(Records from a dataset)
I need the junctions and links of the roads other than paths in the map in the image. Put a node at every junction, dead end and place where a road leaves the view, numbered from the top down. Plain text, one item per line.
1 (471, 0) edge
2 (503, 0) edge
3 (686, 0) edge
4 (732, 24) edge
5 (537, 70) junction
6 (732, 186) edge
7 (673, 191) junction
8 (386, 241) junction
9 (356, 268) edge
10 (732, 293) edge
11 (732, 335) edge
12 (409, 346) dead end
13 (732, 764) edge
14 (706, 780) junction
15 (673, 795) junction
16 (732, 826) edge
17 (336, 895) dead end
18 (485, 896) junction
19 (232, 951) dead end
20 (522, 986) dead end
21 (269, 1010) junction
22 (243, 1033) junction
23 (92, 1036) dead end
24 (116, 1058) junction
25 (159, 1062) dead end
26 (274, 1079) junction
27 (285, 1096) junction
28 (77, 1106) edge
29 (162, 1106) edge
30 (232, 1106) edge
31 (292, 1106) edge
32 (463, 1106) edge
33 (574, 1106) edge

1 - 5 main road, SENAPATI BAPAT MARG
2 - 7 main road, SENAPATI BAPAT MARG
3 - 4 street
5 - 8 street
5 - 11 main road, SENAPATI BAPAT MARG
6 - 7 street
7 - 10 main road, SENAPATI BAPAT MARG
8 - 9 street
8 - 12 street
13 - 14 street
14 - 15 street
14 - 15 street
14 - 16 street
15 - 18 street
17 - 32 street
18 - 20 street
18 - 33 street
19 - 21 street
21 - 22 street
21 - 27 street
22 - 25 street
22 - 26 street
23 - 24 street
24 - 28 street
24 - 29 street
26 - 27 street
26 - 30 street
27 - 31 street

▶ **What the task requires**:
When a line of the entries contains the word "BAPAT", it counts toward the total; reply with that total alone.

▶ **Result**:
4